なお、蒸気抜き機構や減圧機構を備えた真空パック包装容器を用いるのがより好ましい。
【0026】
電子レンジの出力と加熱時間は、魚介類や調味液の分量によって調整する必要があるが、魚介類が100gであれば、概ね出力500wで4分から5分の加熱時間とすることが好ましい。
【実施例0027】
以下、実施例を用いて、本発明をより詳細に説明する。
皮目付きの白身魚(キタノメヌケ)切り身100gと、油脂の含有量が異なる調味液10gを各々真空パックした加工物を用意し、各々を電子レンジ(500w)で5分間加熱し、パックから取り出した後、その外観と食感を比較した。その結果を表1に示す。
なお、調味液は、食塩、調味料(アミノ酸)、乳化剤、色素、粉末しょうゆ、香辛料からなり、調味液の水分量は重量比で5%のものを用いた。

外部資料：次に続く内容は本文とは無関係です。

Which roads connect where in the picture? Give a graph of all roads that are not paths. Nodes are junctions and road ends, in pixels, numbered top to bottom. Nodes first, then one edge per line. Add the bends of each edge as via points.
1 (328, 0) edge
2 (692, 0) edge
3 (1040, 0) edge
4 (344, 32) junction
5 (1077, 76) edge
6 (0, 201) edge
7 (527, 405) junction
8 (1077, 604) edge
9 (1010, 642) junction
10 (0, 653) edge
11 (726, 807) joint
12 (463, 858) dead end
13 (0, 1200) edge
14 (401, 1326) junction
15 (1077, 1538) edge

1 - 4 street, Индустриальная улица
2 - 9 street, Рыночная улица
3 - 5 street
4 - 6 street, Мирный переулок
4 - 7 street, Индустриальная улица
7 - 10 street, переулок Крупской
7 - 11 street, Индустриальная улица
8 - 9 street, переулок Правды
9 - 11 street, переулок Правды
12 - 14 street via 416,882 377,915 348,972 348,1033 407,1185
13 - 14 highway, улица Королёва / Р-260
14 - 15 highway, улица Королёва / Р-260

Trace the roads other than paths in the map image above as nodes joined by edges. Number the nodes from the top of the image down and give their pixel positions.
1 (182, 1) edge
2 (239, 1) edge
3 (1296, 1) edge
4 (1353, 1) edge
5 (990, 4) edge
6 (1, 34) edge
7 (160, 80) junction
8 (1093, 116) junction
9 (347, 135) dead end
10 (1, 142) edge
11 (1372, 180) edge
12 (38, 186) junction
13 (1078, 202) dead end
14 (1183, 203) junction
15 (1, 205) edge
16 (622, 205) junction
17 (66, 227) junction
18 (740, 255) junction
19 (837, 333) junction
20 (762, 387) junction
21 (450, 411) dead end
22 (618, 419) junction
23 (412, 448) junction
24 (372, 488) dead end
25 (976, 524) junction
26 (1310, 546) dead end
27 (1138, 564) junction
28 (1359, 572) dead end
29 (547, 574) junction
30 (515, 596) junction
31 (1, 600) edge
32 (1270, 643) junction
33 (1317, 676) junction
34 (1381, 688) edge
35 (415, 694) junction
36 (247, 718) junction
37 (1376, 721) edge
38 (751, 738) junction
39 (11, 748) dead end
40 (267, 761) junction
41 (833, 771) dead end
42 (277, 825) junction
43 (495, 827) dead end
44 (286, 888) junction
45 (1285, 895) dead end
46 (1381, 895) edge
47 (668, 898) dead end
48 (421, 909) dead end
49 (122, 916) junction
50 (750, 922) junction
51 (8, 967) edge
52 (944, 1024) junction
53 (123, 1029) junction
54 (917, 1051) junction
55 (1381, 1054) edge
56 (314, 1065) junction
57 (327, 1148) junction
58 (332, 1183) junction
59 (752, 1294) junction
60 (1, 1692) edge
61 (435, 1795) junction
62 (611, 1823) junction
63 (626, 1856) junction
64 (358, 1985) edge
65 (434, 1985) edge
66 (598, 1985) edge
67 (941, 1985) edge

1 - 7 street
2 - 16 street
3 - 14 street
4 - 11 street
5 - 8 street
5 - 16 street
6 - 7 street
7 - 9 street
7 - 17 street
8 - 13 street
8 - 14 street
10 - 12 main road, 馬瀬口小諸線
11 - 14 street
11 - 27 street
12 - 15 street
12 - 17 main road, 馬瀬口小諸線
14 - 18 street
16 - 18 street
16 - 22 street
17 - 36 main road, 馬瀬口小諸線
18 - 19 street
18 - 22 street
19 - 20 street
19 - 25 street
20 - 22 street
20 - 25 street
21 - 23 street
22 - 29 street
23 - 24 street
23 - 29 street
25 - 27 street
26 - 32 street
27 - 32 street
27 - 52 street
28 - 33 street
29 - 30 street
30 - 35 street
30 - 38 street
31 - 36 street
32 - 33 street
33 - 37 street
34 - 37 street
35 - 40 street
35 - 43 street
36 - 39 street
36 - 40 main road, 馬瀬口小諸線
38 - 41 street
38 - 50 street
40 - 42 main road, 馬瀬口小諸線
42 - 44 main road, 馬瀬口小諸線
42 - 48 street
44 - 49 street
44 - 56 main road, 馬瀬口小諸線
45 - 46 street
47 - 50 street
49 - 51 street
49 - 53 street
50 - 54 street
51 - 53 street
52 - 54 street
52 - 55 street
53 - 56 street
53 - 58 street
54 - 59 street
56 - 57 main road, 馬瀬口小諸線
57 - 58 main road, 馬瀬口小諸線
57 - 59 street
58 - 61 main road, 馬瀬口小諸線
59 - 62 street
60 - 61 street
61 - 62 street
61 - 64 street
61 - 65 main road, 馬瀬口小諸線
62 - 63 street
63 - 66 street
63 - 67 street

表1に示したとおり、油脂の含有量が、20%より少ない場合は皮目の焦げ目が薄く、食感はべたつきが感じられ、生臭さが残り、焼き魚とは異なるとの評価が過半数を占めた。また、95%よりも多い場合は、焦げ目が付きすぎ、食感は、ぱさつきが感じられ、香味も焦げ臭さを感じるとの評価が過半数を占めた。なお、油脂の含有量が40%以上80%以下において、外観、食感および香味の総合評価がいずれも良かった。
油脂の含有量が40%以上80%以下における、調味液の20℃における粘性係数は、Anton Paar社製レオメーター(MCR302)を用いて測定した結果、30mPa・s以上200mPa・s以下であった。
なお、赤魚、オオメマトウダイ、マサバ、銀ザケ、銀タラ、メヌケ(アコウダイ)、ブリ、アカイカを用いてグリル調理品と比較したところ、同様の評価結果を得た。